Working data -
┏━━

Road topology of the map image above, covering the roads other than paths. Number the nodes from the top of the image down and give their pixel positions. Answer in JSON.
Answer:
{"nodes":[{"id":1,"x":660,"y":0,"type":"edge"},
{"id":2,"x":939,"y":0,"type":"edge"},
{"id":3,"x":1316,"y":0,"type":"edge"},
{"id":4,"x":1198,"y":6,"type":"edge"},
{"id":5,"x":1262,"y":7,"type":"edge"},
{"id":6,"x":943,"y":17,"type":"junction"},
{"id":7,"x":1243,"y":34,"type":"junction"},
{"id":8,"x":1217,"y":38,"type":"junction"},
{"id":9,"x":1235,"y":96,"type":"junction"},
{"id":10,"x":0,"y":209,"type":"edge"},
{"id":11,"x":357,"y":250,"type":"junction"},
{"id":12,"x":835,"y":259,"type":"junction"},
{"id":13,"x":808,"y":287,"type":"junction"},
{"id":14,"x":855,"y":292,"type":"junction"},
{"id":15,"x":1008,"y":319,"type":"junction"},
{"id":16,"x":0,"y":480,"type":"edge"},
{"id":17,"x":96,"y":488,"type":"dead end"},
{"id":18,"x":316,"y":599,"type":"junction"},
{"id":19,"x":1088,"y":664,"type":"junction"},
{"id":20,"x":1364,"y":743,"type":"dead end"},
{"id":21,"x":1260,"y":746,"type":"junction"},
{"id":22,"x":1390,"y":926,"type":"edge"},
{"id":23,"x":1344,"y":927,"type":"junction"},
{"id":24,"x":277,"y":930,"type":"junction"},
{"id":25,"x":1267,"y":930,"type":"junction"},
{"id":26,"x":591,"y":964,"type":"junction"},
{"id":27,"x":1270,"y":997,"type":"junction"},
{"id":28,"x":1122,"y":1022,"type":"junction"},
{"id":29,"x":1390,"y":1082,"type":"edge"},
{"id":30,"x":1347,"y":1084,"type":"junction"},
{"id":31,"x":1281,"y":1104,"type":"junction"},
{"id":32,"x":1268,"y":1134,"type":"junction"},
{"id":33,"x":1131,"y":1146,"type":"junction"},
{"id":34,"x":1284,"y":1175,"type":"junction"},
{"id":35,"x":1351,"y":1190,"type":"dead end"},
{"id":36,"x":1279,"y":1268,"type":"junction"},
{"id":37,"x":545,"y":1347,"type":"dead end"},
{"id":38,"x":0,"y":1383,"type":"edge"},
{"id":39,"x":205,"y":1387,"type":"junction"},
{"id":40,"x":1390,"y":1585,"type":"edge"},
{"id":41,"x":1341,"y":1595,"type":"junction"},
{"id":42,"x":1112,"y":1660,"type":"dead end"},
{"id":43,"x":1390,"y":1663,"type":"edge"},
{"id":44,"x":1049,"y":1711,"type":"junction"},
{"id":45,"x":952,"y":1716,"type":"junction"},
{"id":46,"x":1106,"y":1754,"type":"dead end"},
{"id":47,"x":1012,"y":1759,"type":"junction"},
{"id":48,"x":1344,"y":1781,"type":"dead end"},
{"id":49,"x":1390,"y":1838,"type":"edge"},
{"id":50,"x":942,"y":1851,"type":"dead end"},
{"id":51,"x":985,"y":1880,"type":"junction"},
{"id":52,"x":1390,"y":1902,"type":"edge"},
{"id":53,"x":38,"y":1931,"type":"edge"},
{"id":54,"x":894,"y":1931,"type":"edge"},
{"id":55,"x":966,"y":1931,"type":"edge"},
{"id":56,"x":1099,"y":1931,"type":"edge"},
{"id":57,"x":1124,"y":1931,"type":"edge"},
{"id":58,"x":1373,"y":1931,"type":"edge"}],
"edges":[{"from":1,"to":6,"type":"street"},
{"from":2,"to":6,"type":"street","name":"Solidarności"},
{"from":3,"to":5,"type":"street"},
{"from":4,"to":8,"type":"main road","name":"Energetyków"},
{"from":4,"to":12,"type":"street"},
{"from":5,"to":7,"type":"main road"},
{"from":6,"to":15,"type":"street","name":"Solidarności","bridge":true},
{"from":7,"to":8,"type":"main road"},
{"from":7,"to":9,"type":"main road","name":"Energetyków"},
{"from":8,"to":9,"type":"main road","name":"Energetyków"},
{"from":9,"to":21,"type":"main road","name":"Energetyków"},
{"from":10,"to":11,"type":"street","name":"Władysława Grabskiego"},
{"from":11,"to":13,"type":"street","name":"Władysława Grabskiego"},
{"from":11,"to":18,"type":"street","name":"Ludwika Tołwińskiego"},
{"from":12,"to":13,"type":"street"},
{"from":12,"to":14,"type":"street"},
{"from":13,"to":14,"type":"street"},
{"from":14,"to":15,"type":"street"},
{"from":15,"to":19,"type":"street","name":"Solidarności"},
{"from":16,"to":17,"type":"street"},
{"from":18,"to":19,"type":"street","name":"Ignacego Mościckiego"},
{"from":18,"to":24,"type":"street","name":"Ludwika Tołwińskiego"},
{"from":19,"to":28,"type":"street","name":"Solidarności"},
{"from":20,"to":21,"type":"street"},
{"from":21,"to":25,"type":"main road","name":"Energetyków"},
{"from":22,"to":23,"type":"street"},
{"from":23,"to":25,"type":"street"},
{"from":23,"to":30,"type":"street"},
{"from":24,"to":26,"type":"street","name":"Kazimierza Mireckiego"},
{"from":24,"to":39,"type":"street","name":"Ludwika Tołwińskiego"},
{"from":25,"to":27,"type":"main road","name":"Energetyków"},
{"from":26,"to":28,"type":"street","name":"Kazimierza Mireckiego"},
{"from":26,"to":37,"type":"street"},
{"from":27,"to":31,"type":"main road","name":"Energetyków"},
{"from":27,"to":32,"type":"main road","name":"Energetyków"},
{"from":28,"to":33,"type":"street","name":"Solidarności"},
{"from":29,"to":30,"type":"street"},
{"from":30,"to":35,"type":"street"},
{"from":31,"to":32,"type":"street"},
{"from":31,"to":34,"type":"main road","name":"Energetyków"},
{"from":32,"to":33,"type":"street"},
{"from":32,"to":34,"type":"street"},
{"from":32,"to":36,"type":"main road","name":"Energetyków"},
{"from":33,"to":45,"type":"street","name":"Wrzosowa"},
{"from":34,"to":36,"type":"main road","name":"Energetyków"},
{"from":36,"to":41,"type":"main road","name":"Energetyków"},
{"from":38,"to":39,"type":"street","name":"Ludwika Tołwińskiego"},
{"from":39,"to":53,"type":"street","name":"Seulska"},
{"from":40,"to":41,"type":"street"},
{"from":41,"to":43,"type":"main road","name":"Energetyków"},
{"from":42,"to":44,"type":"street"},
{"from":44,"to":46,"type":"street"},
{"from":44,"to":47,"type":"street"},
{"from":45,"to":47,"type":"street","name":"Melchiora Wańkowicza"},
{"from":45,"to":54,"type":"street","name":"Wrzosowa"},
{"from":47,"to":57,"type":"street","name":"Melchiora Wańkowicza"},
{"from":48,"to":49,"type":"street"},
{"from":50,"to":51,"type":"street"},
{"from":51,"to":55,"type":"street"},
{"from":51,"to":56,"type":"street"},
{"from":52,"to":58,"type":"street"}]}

┗━━
┏━━

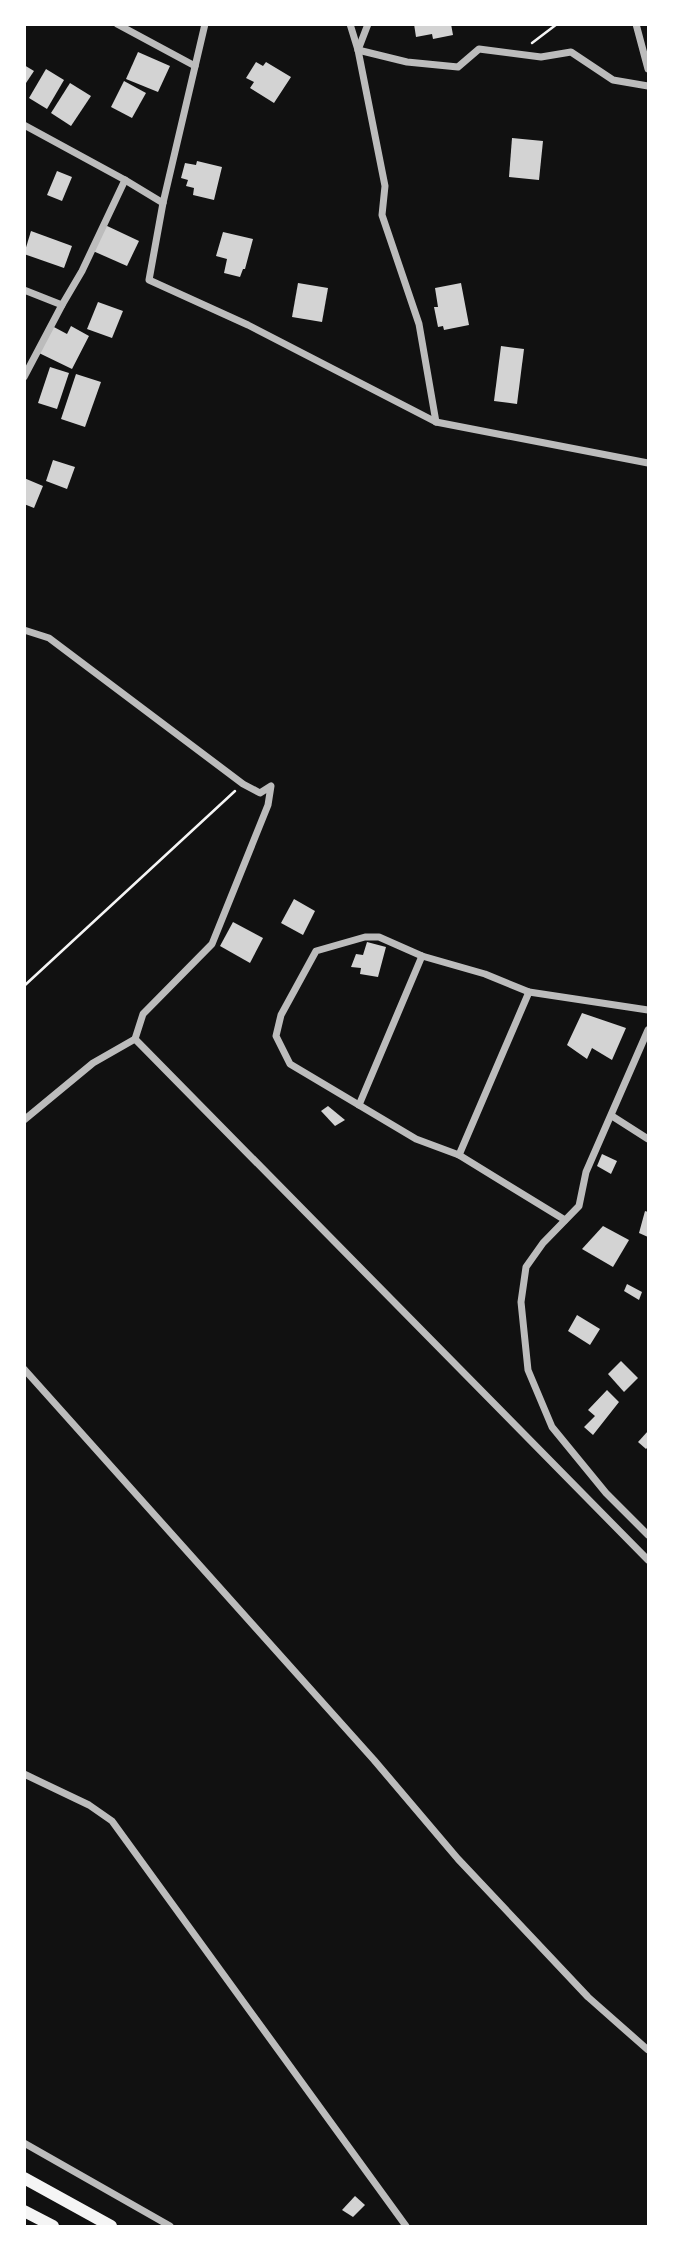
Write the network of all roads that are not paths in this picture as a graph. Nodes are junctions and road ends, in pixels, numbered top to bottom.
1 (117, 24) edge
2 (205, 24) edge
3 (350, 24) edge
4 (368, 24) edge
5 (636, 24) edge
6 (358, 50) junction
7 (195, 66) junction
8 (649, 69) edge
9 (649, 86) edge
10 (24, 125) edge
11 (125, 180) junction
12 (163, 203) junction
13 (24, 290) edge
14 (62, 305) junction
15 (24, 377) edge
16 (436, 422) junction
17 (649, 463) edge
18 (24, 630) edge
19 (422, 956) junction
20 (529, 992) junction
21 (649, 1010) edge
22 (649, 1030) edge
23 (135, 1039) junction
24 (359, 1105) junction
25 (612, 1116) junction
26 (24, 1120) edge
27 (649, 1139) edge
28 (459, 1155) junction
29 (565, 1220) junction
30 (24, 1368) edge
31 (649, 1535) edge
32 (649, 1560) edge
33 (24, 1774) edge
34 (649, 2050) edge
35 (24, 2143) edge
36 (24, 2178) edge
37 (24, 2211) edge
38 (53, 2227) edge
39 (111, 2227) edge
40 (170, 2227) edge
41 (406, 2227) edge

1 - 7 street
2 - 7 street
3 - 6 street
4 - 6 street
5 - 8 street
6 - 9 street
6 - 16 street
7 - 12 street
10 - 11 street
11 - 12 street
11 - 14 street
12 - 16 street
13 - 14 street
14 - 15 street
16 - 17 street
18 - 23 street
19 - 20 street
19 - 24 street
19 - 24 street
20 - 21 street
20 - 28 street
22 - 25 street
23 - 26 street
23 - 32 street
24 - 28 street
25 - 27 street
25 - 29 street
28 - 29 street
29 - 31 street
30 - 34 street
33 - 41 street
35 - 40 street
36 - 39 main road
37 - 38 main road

┗━━
┏━━

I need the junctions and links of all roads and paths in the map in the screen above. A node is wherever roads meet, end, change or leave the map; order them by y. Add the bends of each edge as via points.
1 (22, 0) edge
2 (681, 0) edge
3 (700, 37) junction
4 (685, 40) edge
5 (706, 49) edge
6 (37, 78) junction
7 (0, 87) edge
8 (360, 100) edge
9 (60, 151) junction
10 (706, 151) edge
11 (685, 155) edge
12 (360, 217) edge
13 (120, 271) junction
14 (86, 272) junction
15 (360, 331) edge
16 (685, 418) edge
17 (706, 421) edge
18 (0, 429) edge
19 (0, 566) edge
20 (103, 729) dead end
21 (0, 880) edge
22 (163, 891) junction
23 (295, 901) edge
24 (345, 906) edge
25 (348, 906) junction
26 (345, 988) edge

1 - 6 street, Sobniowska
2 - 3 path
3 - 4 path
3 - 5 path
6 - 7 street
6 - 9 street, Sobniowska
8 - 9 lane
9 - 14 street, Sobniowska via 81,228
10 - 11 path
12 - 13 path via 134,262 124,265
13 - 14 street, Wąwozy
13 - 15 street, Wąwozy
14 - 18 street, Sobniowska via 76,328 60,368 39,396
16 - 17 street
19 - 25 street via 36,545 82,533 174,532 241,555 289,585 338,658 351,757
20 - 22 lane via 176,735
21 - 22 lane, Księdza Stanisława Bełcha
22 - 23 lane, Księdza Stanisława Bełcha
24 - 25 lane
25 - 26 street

┗━━

Exercise details -
Scan the records above for the string "Wrzosowa", and copy every line where it turns up.

Written reply -
{"from":33,"to":45,"type":"street","name":"Wrzosowa"},
{"from":45,"to":54,"type":"street","name":"Wrzosowa"},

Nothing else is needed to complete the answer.